→ What is expected
Copy out every line of the listing in which "Versorgungsstraße" appears.
═════ Source data
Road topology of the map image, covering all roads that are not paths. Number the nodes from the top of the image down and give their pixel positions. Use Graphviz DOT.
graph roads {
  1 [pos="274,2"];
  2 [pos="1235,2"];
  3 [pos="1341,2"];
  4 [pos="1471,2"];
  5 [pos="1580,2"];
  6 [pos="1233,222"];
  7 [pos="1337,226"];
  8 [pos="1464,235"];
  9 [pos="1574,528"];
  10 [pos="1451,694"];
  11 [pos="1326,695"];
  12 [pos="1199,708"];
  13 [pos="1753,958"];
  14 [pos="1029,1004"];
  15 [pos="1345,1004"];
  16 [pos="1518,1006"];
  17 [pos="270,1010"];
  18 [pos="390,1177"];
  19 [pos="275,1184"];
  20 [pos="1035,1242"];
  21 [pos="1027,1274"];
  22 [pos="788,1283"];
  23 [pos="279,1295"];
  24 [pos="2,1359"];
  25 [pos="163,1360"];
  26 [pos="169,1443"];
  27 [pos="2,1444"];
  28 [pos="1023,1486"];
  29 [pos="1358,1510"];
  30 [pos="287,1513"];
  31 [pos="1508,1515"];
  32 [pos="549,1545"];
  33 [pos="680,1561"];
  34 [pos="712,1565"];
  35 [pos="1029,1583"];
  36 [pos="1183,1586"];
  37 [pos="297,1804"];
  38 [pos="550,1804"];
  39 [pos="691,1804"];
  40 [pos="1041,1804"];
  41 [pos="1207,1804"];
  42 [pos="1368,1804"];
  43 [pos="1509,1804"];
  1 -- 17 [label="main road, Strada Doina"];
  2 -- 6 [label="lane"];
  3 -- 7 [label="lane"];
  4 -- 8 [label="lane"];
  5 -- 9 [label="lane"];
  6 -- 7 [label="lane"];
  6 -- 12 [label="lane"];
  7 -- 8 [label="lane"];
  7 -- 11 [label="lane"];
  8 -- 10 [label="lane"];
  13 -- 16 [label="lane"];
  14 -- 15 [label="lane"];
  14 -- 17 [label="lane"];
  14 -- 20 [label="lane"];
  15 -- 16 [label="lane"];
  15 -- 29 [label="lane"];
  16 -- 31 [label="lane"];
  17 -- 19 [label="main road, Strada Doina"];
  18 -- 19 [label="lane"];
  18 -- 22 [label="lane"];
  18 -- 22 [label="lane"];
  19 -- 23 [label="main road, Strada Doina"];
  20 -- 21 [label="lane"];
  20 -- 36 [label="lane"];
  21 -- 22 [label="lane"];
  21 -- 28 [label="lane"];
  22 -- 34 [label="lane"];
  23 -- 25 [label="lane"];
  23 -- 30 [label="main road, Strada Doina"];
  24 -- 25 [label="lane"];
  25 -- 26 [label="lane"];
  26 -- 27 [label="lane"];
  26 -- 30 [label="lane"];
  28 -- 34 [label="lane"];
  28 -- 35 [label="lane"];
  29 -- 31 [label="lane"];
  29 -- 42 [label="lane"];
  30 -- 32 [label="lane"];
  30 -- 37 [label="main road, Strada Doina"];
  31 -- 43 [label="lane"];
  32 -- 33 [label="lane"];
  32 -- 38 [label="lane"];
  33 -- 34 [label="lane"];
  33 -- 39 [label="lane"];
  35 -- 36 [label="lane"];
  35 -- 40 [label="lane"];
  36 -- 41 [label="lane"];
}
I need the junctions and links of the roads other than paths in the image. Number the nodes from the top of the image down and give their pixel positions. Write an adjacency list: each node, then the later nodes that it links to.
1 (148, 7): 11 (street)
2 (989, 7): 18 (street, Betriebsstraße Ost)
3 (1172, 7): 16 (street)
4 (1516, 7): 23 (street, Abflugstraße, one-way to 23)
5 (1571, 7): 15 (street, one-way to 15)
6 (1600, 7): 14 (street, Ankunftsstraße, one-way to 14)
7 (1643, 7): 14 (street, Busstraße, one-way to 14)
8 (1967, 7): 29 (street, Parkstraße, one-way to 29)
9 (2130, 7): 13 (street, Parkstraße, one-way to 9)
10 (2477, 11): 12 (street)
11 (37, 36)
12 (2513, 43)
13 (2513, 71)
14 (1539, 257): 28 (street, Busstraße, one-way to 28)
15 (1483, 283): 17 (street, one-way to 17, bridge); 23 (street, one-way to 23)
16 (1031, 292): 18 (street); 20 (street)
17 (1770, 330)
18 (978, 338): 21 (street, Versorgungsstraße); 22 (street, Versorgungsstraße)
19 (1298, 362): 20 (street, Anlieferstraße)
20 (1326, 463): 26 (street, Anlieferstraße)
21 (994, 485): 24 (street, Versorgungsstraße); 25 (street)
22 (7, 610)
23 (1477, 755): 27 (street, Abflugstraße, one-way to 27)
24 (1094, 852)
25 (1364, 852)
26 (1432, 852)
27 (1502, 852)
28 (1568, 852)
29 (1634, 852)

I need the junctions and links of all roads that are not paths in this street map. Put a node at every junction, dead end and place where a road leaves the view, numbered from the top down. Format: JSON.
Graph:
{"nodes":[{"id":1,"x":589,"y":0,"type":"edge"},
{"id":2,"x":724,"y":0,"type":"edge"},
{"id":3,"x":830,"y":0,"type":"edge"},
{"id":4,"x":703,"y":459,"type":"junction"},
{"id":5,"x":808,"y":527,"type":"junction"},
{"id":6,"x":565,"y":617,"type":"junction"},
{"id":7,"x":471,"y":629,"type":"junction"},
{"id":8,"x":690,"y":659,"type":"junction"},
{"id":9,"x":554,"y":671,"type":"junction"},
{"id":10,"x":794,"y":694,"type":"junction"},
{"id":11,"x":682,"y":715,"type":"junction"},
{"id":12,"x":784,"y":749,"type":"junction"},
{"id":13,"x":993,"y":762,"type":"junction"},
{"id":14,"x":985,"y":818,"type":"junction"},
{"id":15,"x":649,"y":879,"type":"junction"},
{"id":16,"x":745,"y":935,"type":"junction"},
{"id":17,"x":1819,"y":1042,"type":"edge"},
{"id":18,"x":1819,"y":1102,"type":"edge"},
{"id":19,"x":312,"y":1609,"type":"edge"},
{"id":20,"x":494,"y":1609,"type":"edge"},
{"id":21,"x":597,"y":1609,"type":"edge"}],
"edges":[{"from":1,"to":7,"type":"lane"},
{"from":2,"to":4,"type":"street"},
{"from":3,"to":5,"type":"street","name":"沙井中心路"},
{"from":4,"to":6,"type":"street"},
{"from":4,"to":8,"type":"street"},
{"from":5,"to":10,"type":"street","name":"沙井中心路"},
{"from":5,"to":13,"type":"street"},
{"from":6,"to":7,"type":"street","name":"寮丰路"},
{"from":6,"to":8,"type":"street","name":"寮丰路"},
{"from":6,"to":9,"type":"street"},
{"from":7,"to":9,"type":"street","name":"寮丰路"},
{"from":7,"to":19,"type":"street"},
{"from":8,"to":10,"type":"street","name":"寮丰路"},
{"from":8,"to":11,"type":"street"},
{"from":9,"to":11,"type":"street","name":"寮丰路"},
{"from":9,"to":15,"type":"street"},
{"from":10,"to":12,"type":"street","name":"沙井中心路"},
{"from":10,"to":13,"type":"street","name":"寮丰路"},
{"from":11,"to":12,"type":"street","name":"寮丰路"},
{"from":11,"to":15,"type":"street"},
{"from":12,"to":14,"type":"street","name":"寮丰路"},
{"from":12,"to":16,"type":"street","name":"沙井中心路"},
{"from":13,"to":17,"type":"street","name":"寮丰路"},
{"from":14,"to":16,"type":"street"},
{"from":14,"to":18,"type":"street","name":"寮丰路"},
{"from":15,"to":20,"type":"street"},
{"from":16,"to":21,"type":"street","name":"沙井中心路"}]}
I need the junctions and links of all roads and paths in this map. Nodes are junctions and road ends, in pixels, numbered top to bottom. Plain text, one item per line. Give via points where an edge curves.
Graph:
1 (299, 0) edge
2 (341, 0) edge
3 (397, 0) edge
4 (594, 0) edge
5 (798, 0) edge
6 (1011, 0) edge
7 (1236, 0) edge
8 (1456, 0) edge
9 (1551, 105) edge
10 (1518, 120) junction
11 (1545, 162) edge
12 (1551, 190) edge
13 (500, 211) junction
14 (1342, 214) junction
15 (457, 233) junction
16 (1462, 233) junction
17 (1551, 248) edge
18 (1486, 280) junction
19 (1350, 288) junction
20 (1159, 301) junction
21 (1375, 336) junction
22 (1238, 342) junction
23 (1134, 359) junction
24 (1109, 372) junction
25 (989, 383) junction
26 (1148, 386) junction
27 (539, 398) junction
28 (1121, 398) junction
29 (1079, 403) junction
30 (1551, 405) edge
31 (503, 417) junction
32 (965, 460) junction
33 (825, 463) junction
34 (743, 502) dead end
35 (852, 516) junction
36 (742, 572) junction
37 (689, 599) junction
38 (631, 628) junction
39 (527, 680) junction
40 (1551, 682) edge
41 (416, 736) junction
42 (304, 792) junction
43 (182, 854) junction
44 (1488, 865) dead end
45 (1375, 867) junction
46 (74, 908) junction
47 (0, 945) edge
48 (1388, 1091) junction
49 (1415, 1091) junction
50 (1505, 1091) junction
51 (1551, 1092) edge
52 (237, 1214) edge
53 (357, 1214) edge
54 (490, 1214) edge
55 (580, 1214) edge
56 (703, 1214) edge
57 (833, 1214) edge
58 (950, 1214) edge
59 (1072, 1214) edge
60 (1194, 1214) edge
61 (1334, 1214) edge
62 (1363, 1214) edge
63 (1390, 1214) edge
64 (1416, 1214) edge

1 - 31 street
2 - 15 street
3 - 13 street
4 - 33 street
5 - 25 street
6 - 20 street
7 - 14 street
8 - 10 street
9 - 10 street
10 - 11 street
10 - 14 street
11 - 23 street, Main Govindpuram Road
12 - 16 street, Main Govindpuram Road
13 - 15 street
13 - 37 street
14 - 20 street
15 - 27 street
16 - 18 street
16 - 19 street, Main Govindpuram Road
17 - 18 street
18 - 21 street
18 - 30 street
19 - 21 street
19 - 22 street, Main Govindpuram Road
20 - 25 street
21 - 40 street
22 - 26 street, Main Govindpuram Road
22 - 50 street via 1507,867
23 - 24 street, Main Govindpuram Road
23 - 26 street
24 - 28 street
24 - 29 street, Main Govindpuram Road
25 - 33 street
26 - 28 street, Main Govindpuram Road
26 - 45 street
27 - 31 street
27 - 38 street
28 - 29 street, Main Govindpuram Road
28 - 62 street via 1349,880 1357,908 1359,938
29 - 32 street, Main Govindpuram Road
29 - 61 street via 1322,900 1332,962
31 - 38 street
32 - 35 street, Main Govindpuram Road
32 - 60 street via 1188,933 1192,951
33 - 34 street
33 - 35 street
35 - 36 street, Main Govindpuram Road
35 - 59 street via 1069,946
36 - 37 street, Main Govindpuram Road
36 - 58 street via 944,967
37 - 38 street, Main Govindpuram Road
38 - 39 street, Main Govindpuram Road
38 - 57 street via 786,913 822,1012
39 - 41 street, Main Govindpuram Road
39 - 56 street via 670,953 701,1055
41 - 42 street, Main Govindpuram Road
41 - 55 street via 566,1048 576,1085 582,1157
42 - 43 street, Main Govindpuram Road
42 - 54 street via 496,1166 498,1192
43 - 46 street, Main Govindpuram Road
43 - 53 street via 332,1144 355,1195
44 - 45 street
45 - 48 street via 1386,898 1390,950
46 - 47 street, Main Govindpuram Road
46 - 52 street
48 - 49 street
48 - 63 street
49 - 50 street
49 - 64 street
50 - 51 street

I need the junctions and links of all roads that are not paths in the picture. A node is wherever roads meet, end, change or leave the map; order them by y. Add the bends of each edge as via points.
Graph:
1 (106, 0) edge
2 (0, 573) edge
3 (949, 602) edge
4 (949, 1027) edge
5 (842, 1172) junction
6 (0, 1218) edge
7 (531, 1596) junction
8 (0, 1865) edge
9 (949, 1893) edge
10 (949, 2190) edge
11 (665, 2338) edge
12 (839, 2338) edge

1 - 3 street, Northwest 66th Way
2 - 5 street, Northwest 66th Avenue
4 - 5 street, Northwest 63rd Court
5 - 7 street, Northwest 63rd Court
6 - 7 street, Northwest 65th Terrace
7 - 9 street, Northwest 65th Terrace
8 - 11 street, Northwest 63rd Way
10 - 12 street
══════════
→ Finished exercise
18 (978, 338): 21 (street, Versorgungsstraße); 22 (street, Versorgungsstraße)
21 (994, 485): 24 (street, Versorgungsstraße); 25 (street)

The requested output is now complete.